**Problem requirements:**
Search the records that follow and extract every line containing the string "node".

Data listing START

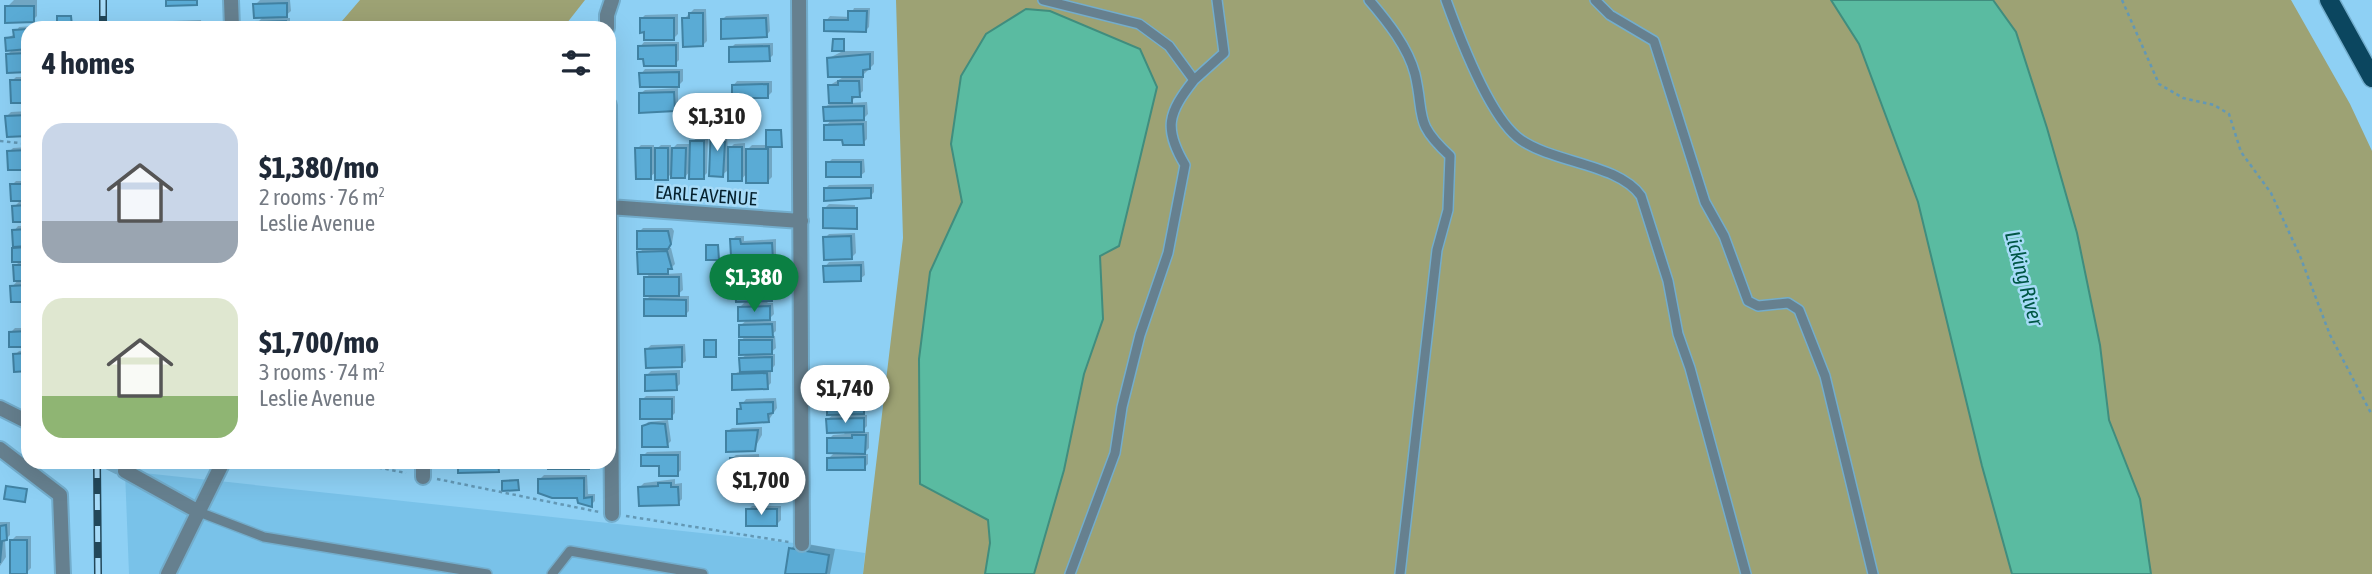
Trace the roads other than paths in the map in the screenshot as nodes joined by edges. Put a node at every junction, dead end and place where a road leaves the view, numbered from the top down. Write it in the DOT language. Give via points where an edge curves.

Data listing END
Data listing START

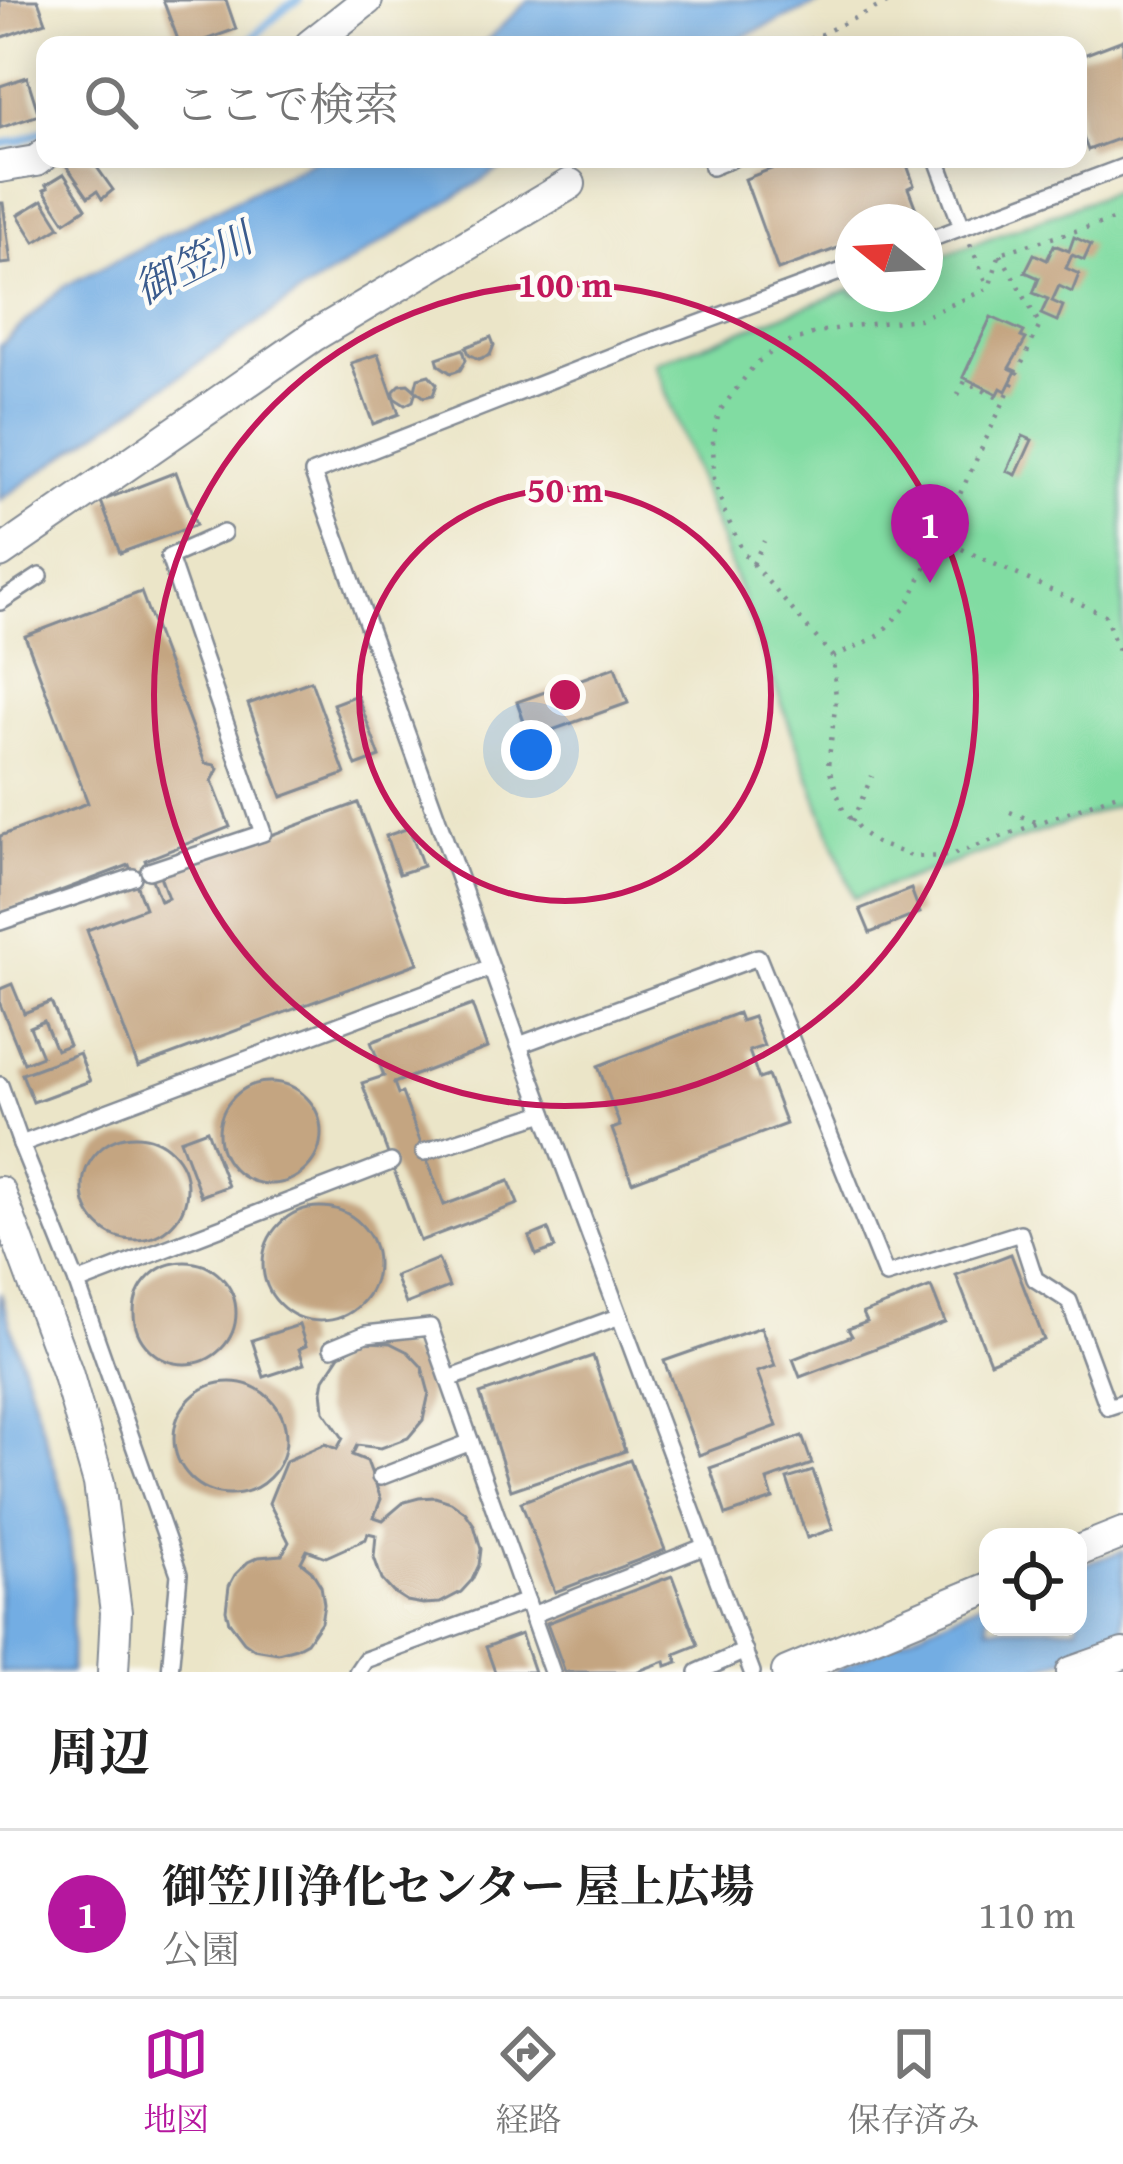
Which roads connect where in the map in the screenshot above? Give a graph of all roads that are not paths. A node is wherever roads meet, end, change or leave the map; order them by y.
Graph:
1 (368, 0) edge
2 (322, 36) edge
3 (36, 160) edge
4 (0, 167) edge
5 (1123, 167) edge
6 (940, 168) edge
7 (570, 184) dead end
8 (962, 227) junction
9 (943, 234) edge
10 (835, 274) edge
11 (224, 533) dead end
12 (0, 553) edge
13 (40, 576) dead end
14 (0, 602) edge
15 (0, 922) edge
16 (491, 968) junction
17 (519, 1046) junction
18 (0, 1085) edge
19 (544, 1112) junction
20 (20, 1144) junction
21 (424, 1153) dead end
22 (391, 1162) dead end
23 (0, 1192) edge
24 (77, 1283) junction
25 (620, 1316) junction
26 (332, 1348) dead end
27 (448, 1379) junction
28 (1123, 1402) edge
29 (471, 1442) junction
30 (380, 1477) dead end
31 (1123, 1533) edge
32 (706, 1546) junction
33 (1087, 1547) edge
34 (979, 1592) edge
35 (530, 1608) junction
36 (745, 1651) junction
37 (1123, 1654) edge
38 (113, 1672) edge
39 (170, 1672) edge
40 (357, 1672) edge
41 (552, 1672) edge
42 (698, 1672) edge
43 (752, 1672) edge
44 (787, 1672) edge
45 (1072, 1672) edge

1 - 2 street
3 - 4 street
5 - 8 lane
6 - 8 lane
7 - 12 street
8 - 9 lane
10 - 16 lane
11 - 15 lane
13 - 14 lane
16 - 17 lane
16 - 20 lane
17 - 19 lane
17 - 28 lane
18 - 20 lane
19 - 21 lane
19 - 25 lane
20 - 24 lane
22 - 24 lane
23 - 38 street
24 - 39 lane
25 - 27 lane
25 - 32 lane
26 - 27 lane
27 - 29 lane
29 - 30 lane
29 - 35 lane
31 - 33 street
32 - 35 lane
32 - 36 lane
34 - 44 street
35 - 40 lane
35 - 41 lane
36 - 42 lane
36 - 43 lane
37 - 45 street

Data listing END

**Answer for the task:**
Trace the roads other than paths in the map in the screenshot as nodes joined by edges. Put a node at every junction, dead end and place where a road leaves the view, numbered from the top down. Write it in the DOT language. Give via points where an edge curves.
Which roads connect where in the map in the screenshot above? Give a graph of all roads that are not paths. A node is wherever roads meet, end, change or leave the map; order them by y.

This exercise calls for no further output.